Veo su cara, sus ojos llenos de pánico ante la sola idea de perderte Claudia, cuando
tu te vayas él desaparecerá.
-No puedo hacerlo
Los ojos de nana
se abrieron en un ademán de sorpresa y furia. Solo la aceptación y comprensión
de quien ya lo ha vivido todo, incluso la muerte, hicieron que volviesen a ser
los de siempre.
-Entonces niña
supongo que te veré pronto.
-Buenas noches
nana.
Se volvió
lentamente en la cama mientras sentía como el calor de su presencia la envolvía y deseo sentir su mano entre las suyas.

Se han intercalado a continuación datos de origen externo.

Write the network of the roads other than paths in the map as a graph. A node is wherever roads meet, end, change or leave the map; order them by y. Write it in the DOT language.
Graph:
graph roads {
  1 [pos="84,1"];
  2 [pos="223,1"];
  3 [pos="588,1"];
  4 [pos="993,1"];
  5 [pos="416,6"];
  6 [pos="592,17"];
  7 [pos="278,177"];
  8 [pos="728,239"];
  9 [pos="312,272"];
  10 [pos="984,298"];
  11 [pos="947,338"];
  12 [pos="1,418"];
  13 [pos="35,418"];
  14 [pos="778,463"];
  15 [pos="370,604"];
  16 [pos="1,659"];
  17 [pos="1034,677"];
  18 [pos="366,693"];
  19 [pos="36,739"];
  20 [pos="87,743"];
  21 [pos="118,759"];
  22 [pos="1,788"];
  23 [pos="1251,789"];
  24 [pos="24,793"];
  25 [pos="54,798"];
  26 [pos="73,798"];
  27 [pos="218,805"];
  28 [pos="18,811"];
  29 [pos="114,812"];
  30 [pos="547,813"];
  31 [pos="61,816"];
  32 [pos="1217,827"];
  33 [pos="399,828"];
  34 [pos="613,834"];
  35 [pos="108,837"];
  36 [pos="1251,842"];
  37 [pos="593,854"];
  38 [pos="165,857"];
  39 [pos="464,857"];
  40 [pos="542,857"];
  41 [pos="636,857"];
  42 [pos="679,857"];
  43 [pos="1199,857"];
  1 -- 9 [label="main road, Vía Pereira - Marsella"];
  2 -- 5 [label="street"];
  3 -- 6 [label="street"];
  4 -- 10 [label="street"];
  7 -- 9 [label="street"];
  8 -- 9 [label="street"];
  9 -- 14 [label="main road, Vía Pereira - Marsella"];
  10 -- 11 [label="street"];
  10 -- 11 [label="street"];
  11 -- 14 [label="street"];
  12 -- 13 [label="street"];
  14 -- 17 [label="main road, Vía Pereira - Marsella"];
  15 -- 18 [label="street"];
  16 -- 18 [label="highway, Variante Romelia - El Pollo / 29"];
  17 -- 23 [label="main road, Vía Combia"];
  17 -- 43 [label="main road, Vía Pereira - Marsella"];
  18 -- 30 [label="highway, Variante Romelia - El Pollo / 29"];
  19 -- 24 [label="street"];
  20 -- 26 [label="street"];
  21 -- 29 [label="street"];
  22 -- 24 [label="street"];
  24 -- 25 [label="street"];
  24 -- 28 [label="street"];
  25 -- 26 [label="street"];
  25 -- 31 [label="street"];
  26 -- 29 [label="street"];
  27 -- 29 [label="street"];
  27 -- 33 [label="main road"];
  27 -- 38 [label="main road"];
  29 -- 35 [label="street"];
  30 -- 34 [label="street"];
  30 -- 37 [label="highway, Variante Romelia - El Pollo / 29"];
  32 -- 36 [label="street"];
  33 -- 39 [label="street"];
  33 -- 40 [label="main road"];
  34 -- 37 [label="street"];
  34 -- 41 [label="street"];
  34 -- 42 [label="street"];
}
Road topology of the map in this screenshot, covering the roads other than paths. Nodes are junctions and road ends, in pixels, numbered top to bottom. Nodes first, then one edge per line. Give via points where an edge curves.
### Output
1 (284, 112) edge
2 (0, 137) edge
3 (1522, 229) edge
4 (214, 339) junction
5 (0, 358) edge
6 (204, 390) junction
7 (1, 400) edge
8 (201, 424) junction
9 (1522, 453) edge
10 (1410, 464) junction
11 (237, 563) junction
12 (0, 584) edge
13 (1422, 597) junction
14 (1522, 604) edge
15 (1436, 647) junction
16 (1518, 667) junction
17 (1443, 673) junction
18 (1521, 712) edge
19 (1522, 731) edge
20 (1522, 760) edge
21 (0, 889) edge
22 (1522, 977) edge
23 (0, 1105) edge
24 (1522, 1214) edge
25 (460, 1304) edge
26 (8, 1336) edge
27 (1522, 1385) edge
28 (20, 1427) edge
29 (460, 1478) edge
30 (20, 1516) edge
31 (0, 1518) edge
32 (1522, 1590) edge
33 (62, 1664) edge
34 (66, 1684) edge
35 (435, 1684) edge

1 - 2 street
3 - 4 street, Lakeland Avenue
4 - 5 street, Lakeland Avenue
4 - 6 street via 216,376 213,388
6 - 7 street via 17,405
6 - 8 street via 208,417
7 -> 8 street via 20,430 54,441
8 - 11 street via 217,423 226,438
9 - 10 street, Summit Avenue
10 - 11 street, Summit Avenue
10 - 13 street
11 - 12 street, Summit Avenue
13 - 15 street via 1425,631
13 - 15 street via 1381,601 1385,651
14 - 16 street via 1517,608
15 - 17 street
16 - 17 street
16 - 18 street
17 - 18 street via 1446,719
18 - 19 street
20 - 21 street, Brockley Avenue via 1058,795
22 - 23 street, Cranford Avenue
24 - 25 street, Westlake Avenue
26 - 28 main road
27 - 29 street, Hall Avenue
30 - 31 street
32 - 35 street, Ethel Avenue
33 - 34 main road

El dulce placer que comenzó a nacer en su
nuca y que se extendió después al resto de su cuerpo la obligó a cerrar los
ojos y morderse el labio.
Aquella sería su
última noche y aunque no se volvería para mirar a los ojos al terrible ser que
sabía tenia tras ella, se dejó llevar, le permitió tocarla con sus propias
manos, duras y ardientes, besarla, devorarla, llevarla a la oscuridad. Y al
sentir sus dientes extrañamente fríos en la base de su espalda supo que nunca
despertaría en aquella cama, que su hogar había cambiado de nuevo.